RAND researchers concluded that Americans spend a smaller portion of their income on food than in previous decades. In the Thirties, 25% of Americans' disposable income went for food. Now it's just 10%. But we're eating 20% more calories.

The answer, Sturm says, is not to make food more expensive, but to make healthier food, like vegetables and such, less expensive than junkfood. Then again, if other scientists are right, (I don't know I'm not a scientist) global warming should take care of the food cheapness problem as crops fail worldwide from shifting regions of droughts and floods.

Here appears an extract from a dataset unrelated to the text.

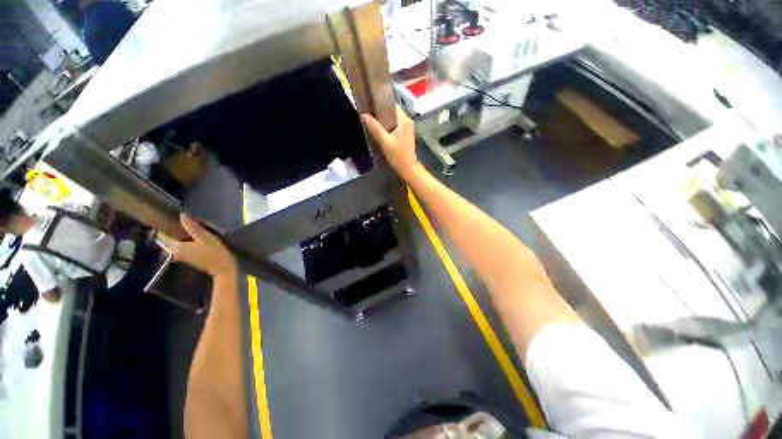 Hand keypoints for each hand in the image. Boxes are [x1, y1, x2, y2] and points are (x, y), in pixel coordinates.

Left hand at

Another recent anti-obesity craze has been the paleo diet. Essentially a riff on the Atkins diet, it says that eating the way we did when we were cavemen will lead to better health. Oddly, recent science indicates that previous science was wrong about the no-fat diet. At last as far as eating no fat meant adding sugar to compensate for the lost flavor. 

The paleo diet has a certain appeal. Why not eat hanks of smoking fire-roasted animals dripping with fat? And a gather or two of fruits, roots and nuts? Personally, I'll embrace the paleo diet, as long as someone will assure me that cavemen ate Oreos and Doritos. 

But remember, paleo-anthropologist scientists tell us the average lifespan of a caveman was 37. 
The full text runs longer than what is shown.